There’s industry-wide concern regarding how COVID-19’s impact on distribution, transportation, consumer habits and business behaviors will converge with peak retail season and whether the supply chain can withstand the pressure.
“I don’t think the world truly knows about the avalanche that could be coming down on our heads from a last-mile packaging and shipping perspective during this holiday period,” said Craig Montgomery, senior vice president of global marketing at PowerFleet. “The bulk of holiday shopping is going to be done online – especially if there is colder weather and the flu season. I stand back and ask what can be done from a technology standpoint to make these fleets more efficient to handle the potential surge in demand.”
To avoid low in-stocks during peak season, retail giant Walmart tightened its on-time and in-full requirements. The casualties of these stricter guidelines will likely be those small to midsize shippers and carriers who cannot repeatedly incur the 3% compliance fine when their less-than-truckload shipments aren’t on-time and in-full 98% of the time.

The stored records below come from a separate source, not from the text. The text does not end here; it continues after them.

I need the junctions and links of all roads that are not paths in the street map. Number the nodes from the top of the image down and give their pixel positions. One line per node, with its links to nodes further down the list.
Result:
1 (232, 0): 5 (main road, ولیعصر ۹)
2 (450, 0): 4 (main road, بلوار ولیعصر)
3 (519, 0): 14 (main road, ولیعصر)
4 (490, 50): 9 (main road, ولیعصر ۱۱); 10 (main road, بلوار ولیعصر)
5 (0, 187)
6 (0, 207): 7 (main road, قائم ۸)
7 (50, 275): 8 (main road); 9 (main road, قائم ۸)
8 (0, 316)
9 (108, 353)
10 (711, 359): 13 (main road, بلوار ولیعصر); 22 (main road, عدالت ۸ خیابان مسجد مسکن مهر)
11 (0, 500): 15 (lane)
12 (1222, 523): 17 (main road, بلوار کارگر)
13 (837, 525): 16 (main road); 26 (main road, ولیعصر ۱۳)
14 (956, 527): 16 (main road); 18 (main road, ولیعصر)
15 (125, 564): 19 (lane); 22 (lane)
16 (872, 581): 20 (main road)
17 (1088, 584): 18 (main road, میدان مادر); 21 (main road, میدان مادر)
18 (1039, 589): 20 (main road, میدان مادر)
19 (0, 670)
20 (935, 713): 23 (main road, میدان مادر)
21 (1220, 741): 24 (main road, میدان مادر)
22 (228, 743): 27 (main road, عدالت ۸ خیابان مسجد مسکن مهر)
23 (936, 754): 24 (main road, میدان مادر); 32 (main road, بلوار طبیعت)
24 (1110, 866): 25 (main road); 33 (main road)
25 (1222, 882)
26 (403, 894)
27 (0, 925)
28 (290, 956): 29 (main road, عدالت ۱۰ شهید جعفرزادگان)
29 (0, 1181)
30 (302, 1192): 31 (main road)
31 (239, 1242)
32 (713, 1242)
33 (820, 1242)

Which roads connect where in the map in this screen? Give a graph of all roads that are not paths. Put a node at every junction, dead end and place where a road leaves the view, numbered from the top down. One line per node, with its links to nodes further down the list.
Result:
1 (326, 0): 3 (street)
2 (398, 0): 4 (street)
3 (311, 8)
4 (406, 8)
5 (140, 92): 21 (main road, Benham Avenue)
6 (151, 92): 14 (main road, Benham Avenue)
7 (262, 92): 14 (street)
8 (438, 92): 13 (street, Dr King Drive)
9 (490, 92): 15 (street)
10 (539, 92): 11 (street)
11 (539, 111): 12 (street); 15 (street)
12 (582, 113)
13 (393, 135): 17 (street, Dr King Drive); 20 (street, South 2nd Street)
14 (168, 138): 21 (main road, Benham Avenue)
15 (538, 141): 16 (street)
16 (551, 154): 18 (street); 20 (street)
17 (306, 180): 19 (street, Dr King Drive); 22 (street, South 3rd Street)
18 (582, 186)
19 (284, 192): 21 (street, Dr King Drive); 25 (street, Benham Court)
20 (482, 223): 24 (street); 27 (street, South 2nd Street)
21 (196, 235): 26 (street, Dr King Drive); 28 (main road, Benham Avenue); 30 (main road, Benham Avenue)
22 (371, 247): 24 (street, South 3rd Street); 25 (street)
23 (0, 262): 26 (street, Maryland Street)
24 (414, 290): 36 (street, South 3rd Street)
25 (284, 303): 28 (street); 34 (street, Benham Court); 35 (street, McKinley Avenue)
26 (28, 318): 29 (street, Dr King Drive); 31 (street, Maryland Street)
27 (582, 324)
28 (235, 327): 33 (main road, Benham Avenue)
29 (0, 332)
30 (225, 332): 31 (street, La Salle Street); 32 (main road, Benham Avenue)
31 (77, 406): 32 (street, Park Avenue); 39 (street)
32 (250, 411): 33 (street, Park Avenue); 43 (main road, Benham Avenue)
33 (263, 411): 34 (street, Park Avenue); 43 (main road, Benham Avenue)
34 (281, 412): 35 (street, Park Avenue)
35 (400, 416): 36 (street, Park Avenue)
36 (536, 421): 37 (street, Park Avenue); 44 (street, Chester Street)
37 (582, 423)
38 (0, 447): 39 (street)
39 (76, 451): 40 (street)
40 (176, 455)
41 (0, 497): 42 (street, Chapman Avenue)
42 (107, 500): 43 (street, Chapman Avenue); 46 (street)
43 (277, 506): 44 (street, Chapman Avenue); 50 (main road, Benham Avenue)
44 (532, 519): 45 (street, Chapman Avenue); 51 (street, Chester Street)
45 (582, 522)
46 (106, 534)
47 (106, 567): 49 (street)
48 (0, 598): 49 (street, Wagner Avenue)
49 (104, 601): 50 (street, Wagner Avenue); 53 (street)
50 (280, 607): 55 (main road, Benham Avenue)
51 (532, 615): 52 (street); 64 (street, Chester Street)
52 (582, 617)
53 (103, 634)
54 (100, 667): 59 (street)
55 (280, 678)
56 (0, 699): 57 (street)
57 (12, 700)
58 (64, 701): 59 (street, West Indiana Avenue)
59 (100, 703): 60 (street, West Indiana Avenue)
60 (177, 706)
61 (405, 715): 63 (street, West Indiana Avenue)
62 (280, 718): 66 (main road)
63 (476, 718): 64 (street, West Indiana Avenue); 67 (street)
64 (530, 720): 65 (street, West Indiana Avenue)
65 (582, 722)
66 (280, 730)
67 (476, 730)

In an interview with FreightWaves, Montgomery said technology providers in the industry must not only serve the big fleets, but also enable the small fleets to compete and survive when these mandates come down. While the big fleets form the backbone of the United States economy, it’s the smaller fleets that service customers on a very local, last-mile level, less-than-a-truckload or regional long hauls.
“I’m talking about the 200-trailer fleet with 50 reefers, 150 drive vans, a couple of flatbeds. This fleet is a real trucking company, and it needs to acquire technology that makes it nimble and more efficient at a cost-effective level after market. And the technology needs to be modular, meaning you can pick and choose how you want to instrument your fleet.”
In the past, technology providers like PowerFleet encouraged fleets to adopt a one-size-fits-all tech model, but that no longer makes sense, according to Montgomery. If a fleet wants to tag its locally moved pharmaceutical or food cargo to keep track of temperature for the customer, PowerFleet is able to provide and scale that service, no matter the fleet’s size.
“And then it’s up to them if they want to have that kind of higher-level service,” said Montgomery. “The carrier should be able to tell the local poultry company, for example, that its freight is moving forward by giving them the temperature data from door to door. If the carrier could offer that service, it might keep them from losing that poultry company to a larger player.”